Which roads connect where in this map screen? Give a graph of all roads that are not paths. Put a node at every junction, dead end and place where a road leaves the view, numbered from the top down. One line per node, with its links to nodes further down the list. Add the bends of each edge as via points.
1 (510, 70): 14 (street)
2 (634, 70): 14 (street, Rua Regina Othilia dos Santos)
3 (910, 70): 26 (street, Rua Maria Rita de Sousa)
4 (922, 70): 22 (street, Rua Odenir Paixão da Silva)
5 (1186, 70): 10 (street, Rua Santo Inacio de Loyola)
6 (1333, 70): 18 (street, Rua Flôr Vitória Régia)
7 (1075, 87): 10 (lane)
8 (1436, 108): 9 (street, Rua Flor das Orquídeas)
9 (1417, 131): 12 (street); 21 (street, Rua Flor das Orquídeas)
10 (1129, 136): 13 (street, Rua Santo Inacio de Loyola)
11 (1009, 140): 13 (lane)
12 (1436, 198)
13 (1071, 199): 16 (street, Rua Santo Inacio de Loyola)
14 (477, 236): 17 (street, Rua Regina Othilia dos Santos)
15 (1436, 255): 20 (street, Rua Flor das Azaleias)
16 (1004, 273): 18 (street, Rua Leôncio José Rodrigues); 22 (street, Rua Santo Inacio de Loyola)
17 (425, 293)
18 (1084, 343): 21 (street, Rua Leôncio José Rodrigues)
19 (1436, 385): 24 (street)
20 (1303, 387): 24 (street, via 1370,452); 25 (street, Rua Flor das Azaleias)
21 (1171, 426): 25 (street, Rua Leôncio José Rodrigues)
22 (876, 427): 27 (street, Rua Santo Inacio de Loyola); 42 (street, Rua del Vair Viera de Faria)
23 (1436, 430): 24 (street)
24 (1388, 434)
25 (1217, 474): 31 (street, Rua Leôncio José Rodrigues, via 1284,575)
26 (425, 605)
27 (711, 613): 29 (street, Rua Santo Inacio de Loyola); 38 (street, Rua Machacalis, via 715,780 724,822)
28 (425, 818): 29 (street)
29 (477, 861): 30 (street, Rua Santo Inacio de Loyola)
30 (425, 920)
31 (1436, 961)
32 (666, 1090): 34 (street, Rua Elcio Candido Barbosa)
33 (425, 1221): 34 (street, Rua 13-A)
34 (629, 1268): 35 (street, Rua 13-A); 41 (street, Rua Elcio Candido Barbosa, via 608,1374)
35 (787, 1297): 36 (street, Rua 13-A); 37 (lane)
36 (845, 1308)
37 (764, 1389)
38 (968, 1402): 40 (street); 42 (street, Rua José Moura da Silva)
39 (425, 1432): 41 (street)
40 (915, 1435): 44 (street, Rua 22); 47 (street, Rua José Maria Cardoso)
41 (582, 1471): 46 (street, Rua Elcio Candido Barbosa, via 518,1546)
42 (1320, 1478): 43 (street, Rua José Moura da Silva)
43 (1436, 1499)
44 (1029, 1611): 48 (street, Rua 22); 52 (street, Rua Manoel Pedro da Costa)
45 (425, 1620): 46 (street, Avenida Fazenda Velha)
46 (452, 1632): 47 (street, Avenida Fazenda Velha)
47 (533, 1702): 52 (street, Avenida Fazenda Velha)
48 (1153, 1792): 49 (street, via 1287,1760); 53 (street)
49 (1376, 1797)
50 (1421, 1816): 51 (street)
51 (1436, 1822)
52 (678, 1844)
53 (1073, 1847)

= PROBLEM =
Where a line of the listing includes the word "Loyola", it counts; say how many such lines there are and nothing more.

= WORKED SOLUTION =
7